Anonim Şirketlerde ortaklar, kamu borçlarından (vergi ve sosyal güvenlik borçları vb.) yalnızca şirketi temsil yetkileri varsa şahsen sorumlu olur. Bu sorumluluk, temsil yetkisinin dışarıdan bir profesyonele veya yönetim kurulu içerisinden seçilen bir üyeye devredilmesiyle tamamen ortadan kaldırılabilir. Ayrıca, Anonim Şirket hisselerinin iki yıl elde tutulduktan sonra satışı gelir vergisinden muaftır. Ancak Limited Şirketler için böyle istisnalar bulunmaz. Bu durum hem kişisel sorumluluk hem de potansiyel exit senaryoları açısından siz ve olası yatırımcılarınız için önemli bir fark yaratır.

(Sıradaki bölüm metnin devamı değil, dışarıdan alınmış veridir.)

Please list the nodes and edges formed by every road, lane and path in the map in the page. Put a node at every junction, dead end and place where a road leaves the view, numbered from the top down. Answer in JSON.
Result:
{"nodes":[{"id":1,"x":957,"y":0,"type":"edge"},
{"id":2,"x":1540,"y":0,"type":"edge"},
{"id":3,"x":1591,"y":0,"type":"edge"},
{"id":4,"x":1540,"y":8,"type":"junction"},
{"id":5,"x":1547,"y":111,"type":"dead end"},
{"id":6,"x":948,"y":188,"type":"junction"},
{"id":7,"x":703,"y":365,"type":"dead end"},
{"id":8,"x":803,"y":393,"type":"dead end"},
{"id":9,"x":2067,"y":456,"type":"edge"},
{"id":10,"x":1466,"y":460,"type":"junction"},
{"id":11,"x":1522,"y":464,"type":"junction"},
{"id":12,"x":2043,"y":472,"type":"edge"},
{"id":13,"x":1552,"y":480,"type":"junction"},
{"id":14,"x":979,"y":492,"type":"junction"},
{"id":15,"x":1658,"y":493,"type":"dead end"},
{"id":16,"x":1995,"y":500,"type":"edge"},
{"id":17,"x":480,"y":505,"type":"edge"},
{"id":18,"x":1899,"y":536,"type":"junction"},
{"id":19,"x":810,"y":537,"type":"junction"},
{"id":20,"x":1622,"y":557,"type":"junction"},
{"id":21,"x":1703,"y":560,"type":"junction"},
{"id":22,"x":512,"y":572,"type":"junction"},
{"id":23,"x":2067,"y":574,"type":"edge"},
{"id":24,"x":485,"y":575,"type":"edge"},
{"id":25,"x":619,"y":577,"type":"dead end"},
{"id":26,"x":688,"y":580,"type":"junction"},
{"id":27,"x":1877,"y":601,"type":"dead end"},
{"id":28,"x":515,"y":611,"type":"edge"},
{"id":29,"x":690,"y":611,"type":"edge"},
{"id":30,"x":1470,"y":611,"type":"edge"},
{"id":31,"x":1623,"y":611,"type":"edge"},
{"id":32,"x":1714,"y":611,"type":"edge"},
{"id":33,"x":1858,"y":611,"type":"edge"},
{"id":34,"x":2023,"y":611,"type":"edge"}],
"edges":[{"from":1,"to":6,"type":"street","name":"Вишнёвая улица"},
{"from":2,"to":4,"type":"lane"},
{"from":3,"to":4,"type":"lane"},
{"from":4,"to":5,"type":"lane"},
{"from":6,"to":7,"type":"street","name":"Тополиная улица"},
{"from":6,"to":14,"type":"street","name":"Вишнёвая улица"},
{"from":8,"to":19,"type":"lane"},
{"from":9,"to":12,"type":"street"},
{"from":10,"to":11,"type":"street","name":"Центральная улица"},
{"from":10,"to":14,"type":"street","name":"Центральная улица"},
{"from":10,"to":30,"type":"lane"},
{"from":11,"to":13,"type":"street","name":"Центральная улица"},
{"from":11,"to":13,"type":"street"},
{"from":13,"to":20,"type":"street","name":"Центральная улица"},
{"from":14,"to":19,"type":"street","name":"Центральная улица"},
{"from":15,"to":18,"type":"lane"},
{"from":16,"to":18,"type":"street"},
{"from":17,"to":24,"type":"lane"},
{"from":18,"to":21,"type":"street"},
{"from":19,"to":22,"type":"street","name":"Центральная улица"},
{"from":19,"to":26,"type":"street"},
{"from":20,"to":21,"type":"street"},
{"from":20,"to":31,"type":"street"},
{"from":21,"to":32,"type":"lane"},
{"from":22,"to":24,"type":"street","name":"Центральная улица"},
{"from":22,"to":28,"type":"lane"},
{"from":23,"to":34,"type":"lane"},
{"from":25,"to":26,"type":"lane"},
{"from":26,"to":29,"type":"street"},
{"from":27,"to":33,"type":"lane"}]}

Anonim Şirket yapıları yatırımcılar için çok daha caziptir. Pek çok teşvikten, hibe ve destek programlarından faydalanabilmek veya kitle fonlama yahut halka açılma gibi seçenekleri değerlendirmek yalnızca Anonim Şirket statüsü ile mümkündür. Evet belki Anonim Şirket kurmak için minimum 250.000-TL esas sermaye gereklidir. Ancak bu sermayenin yalnızca dörtte biri kuruluş sırasında ödenir. Bakiye tutar ise 2 (iki) yıl içerisinde tamamlanabilir.
YAPMAYIN
Sadece daha az sermaye gerektiği için Limited Şirket kurmayın. Kamu borçlarından tüm ortaklar için şahsi sorumluluk, olası exit senaryolarında vergi dezavantajları ve yatırım araçlarına erişim kısıtları uzun vadede sizi ve girişiminizi zorlayabilir.
YAPIN
Startup’ınız için bir Anonim Şirket kurarak kişisel varlıklarınızı koruyun, yatırımcıların ilgisini çekin ve uzun vadeli büyüme için daha fazla fırsata erişin. Ödeme kolaylıklarını ve vergi avantajlarını göz önünde bulundurarak bu şirket türünün getirdiği faydalardan yararlanın.
Adım 02 | Pay Senetleri
Paylarınızı, şirketinizi kurmanızın aradan iki yıl geçtikten sonra satmak istediğinizde gelir vergisi ödemeyeceğinizi düşünerek bir Anonim Şirket mi kurdunuz? Tebrikler! Ancak bir Anonim Şirket kurmak ne yazık ki sizi otomatik olarak bu vergi muafiyetinin kapsamına almaz. Söz konusu istisnadan faydalanmak istiyorsanız sahip olduğunuz payları bir pay senedine bağlamanız gerekir.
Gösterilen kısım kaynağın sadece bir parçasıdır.